Additionally, letting in natural light during the day and making sure the evenings are well lit can help those who rely on speechreading and facial expressions to follow along with conversations.
Communicate Clearly
Individuals with hearing difficulties rely heavily on clear communication from others to participate in conversations. When speaking to someone who has a hearing loss, it's important to maintain face-to-face interaction and make eye contact.
Avoid shouting from another room or multitasking while conversing. This is a mistake anyone could make during the holidays—aren’t we all used to catching up while cutting veggies for dinner?
While you may be used to multitasking, and you probably have a to-do list a mile long, resist the urge to do two things at once.
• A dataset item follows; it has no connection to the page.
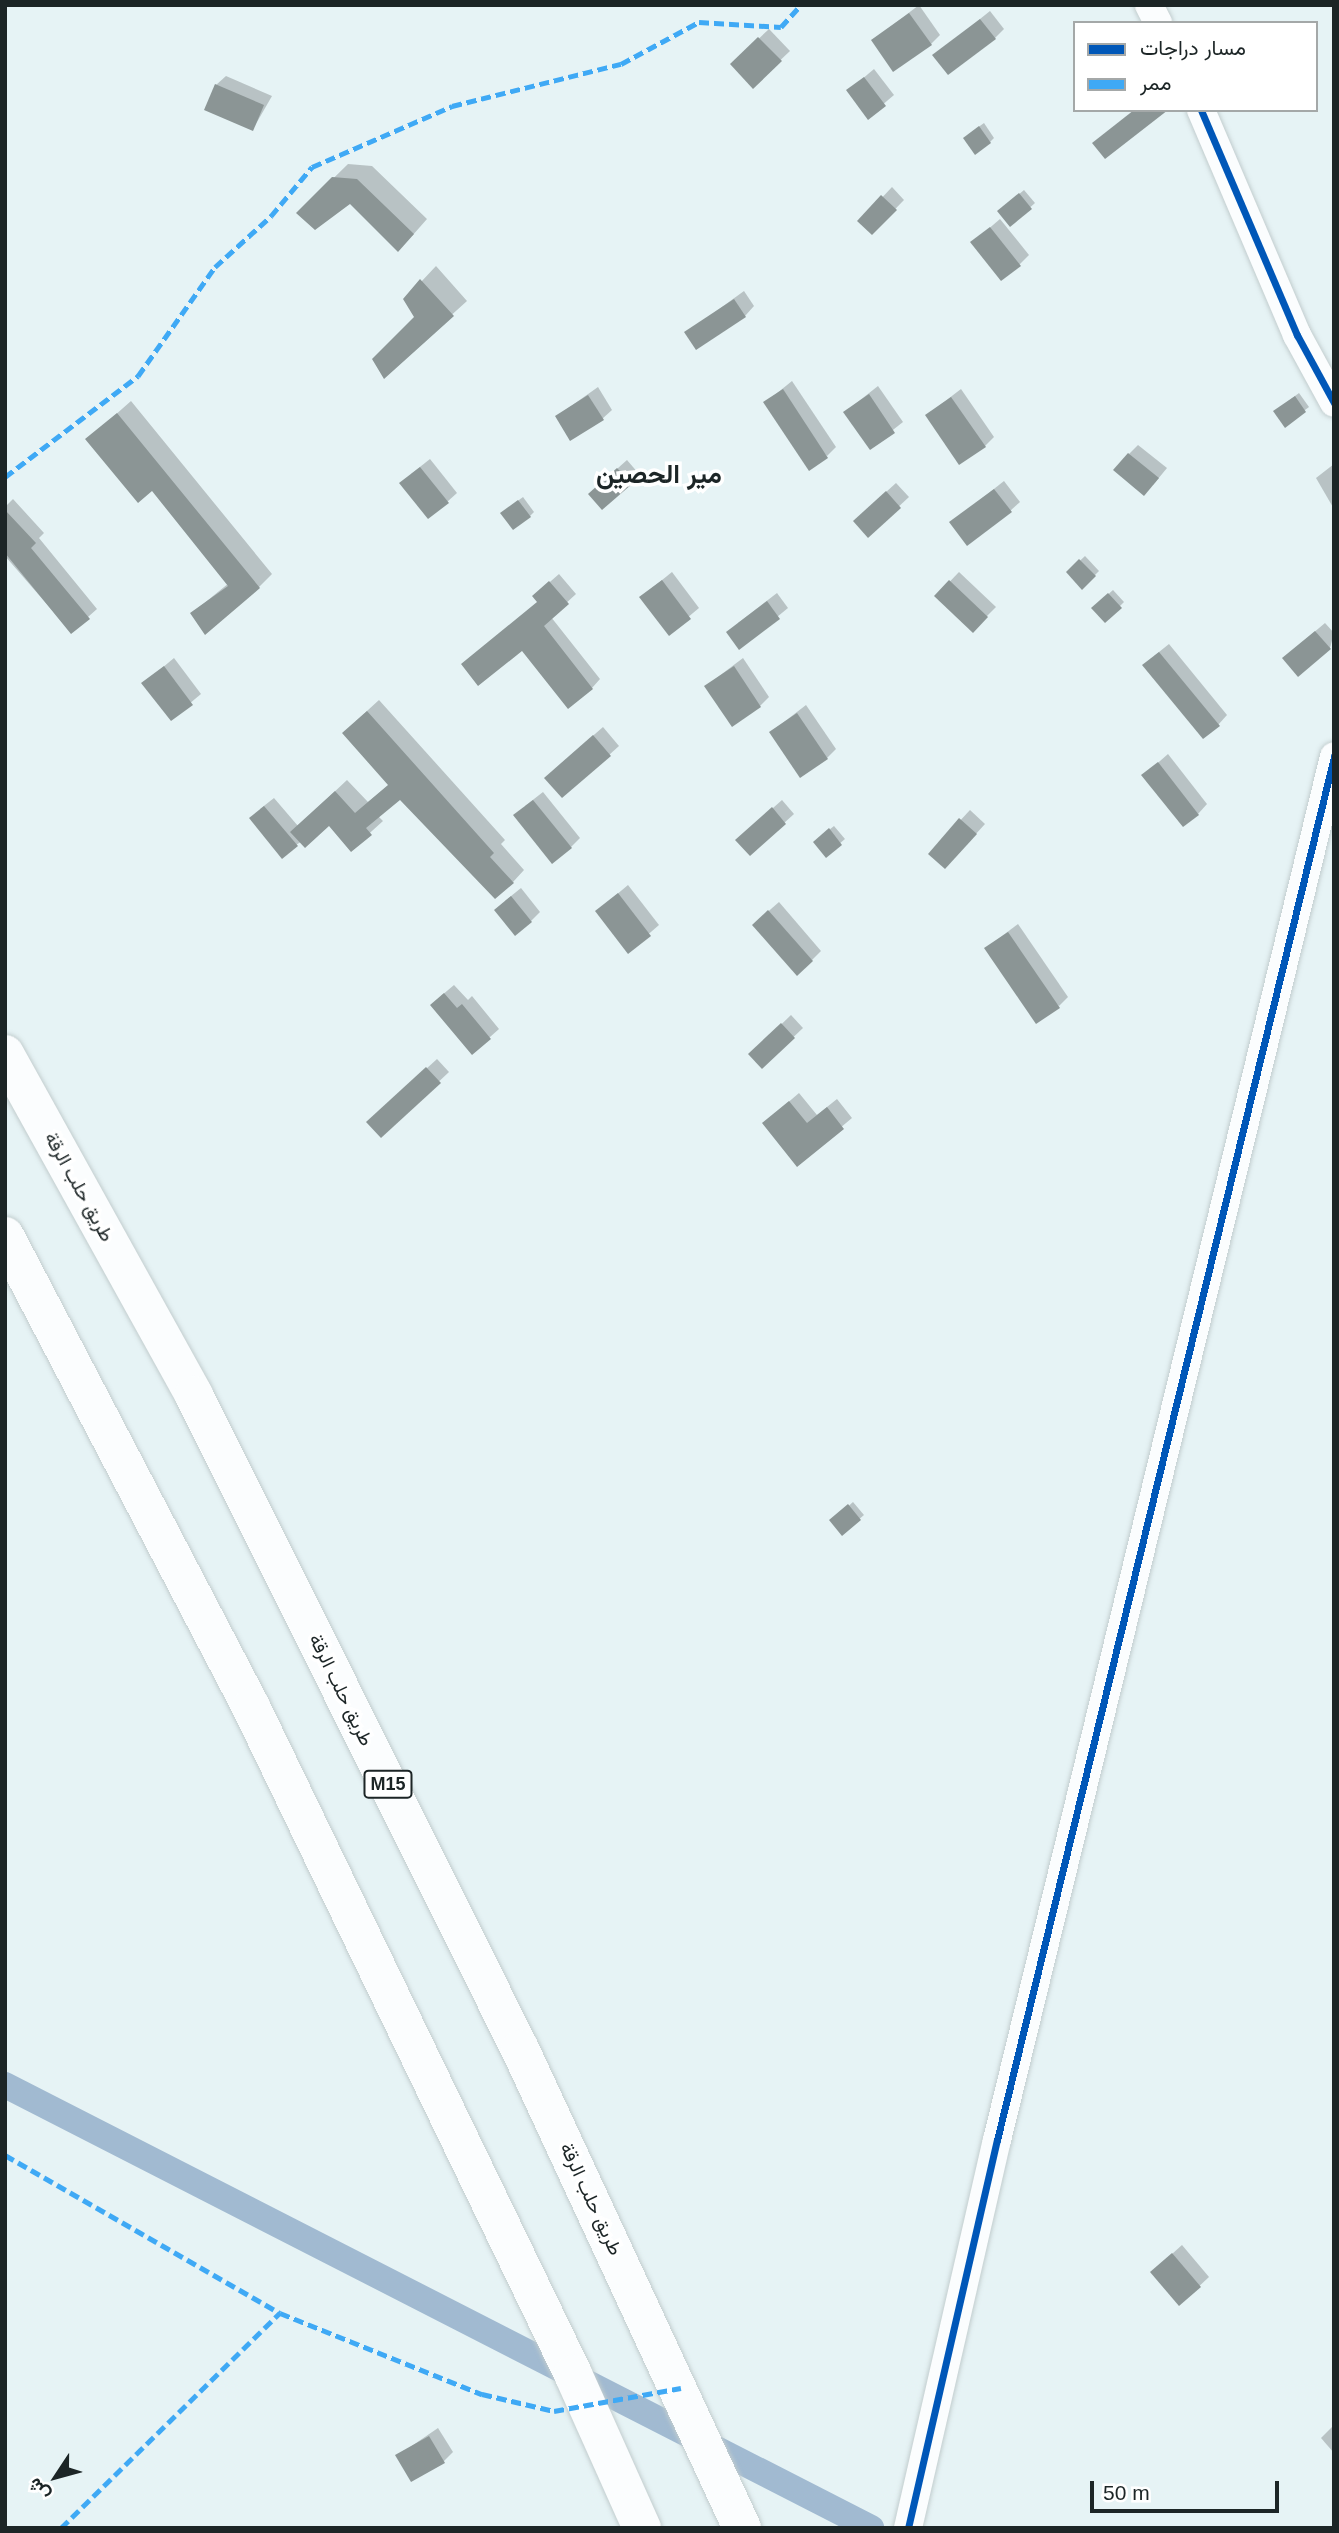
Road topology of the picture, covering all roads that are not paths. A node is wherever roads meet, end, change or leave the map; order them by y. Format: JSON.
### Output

Slow down, give your loved one your full attention, and resist the urge to prep, fold, or bake something.
Value Inclusivity
Yes, inclusion means being thoughtful and doing things like adjusting the volume or rephrasing sentences. However, it also means recognizing the emotional needs of those who might otherwise feel disconnected. If someone struggles to understand you, never dismiss them with a "never mind."
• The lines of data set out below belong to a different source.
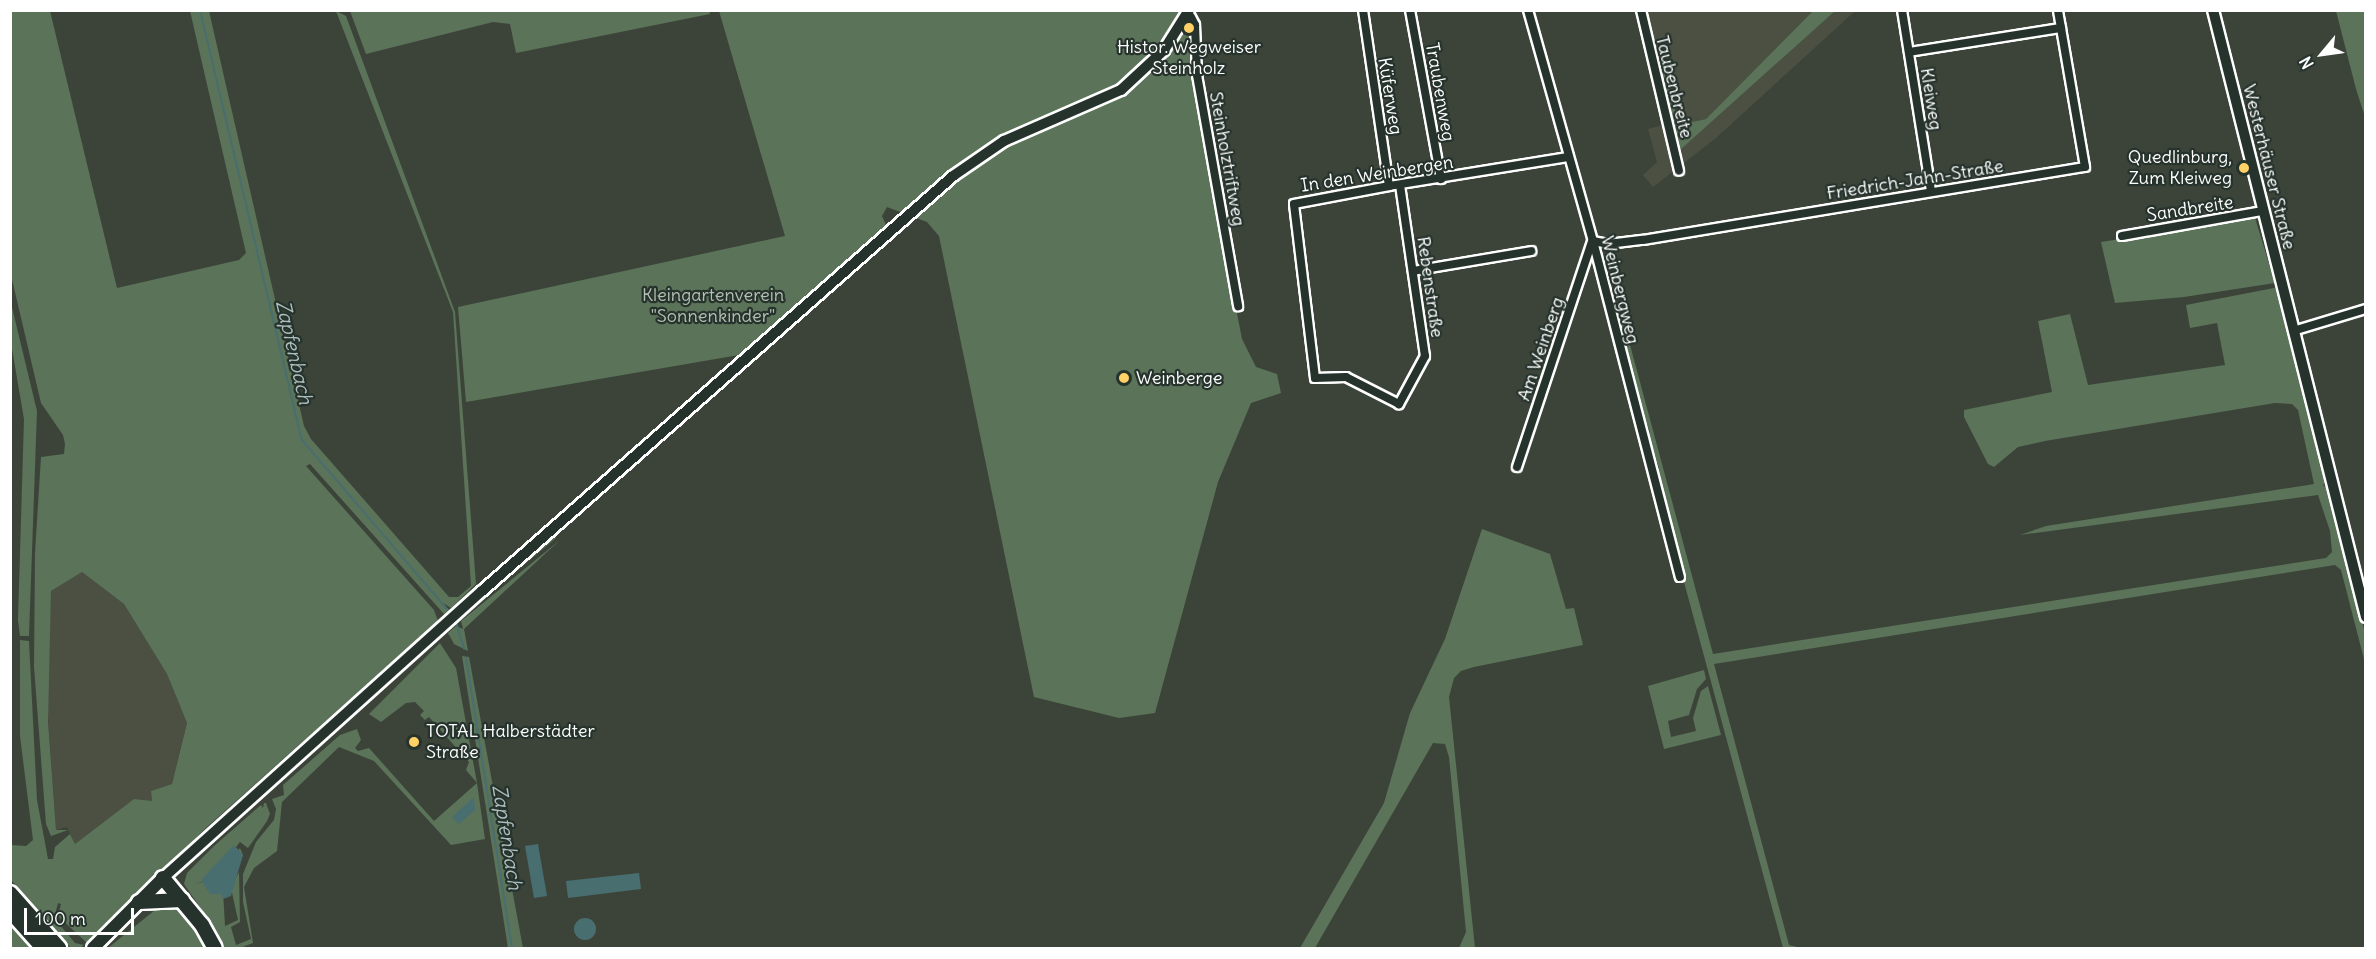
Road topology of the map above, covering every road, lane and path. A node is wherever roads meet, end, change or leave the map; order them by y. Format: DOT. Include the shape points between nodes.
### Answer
graph roads {
  1 [pos="1363,10"];
  2 [pos="1410,10"];
  3 [pos="1528,10"];
  4 [pos="1641,10"];
  5 [pos="1902,10"];
  6 [pos="2058,10"];
  7 [pos="2213,10"];
  8 [pos="1190,14"];
  9 [pos="2061,28"];
  10 [pos="1909,52"];
  11 [pos="1569,158"];
  12 [pos="1679,171"];
  13 [pos="1441,179"];
  14 [pos="1400,185"];
  15 [pos="1389,186"];
  16 [pos="1931,192"];
  17 [pos="2263,211"];
  18 [pos="2122,236"];
  19 [pos="1593,240"];
  20 [pos="1531,251"];
  21 [pos="1413,271"];
  22 [pos="1238,306"];
  23 [pos="2366,309"];
  24 [pos="2293,331"];
  25 [pos="1315,378"];
  26 [pos="1517,467"];
  27 [pos="1680,577"];
  28 [pos="2366,617"];
  29 [pos="163,878"];
  30 [pos="10,893"];
  31 [pos="182,900"];
  32 [pos="139,902"];
  33 [pos="10,911"];
  34 [pos="17,924"];
  35 [pos="95,946"];
  36 [pos="43,948"];
  37 [pos="58,948"];
  38 [pos="215,948"];
  1 -- 15 [label="street, Küferweg"];
  2 -- 13 [label="street, Traubenweg"];
  3 -- 11 [label="street, Weinbergweg"];
  4 -- 12 [label="street, Taubenbreite"];
  5 -- 10 [label="street, Kleiweg"];
  6 -- 9 [label="street, Friedrich-Jahn-Straße"];
  7 -- 17 [label="main road, Westerhäuser Straße"];
  8 -- 22 [label="street, Steinholztriftweg" via="1195,25 1197,75"];
  8 -- 29 [label="main road" via="1158,57 1121,90 1009,138 973,160"];
  9 -- 10 [label="street"];
  9 -- 16 [label="street, Friedrich-Jahn-Straße" via="2085,167"];
  10 -- 16 [label="street, Kleiweg"];
  11 -- 13 [label="street, In den Weinbergen"];
  11 -- 19 [label="street, Weinbergweg"];
  13 -- 14 [label="street, In den Weinbergen"];
  14 -- 15 [label="street, In den Weinbergen"];
  14 -- 21 [label="street, Rebenstraße"];
  15 -- 25 [label="street, In den Weinbergen" via="1294,204"];
  16 -- 19 [label="street, Friedrich-Jahn-Straße" via="1643,240 1608,244"];
  17 -- 18 [label="street, Sandbreite"];
  17 -- 24 [label="main road, Westerhäuser Straße"];
  19 -- 26 [label="street, Am Weinberg"];
  19 -- 27 [label="street, Weinbergweg"];
  20 -- 21 [label="street"];
  21 -- 25 [label="street, Rebenstraße" via="1425,356 1399,404 1346,377"];
  23 -- 24 [label="street"];
  24 -- 28 [label="main road, Westerhäuser Straße"];
  29 -- 31 [label="highway"];
  29 -- 32 [label="main road"];
  30 -- 37 [label="highway"];
  31 -- 32 [label="highway"];
  31 -- 38 [label="highway"];
  32 -- 35 [label="main road"];
  33 -- 34 [label="highway"];
  34 -- 36 [label="highway"];
}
If they are struggling to understand you, repeating the exact words over and over or shouting them louder is equally unhelpful. Instead, try to rephrase your sentence or idea to aid their understanding.
Consider conveying how much you respect and value their presence. Every moment of genuine engagement, every eye contact made, and every effort to simplify the conversation sends the message that they are valued just as much as anyone else.
When we take those small actions—like turning off background noise, speaking more deliberately, and making space for them in conversations—we are not just accommodating their hearing needs. We are sharing the message, “You belong here.”
Be Intentional
No one intends to make their loved one or friend feel left out at this time of year, so let's be mindful and intentional about creating inclusive gatherings where everyone feels welcome and valued. With a little intentionality, we can ensure that all who attend our holiday festivities make cherished memories to treasure for years to come. Sometimes, the most profound gift we can offer is the gift of connection, of truly seeing and hearing those around us.
Rachelle Rutherford is the CEO of Kids on the Move, a Utah-based nonprofit that has for the past four decades worked to reshape how to support families with children with disabilities. Her book Chasing the Impossible: A Model for Inclusive and Innovative Care was published in October 2024.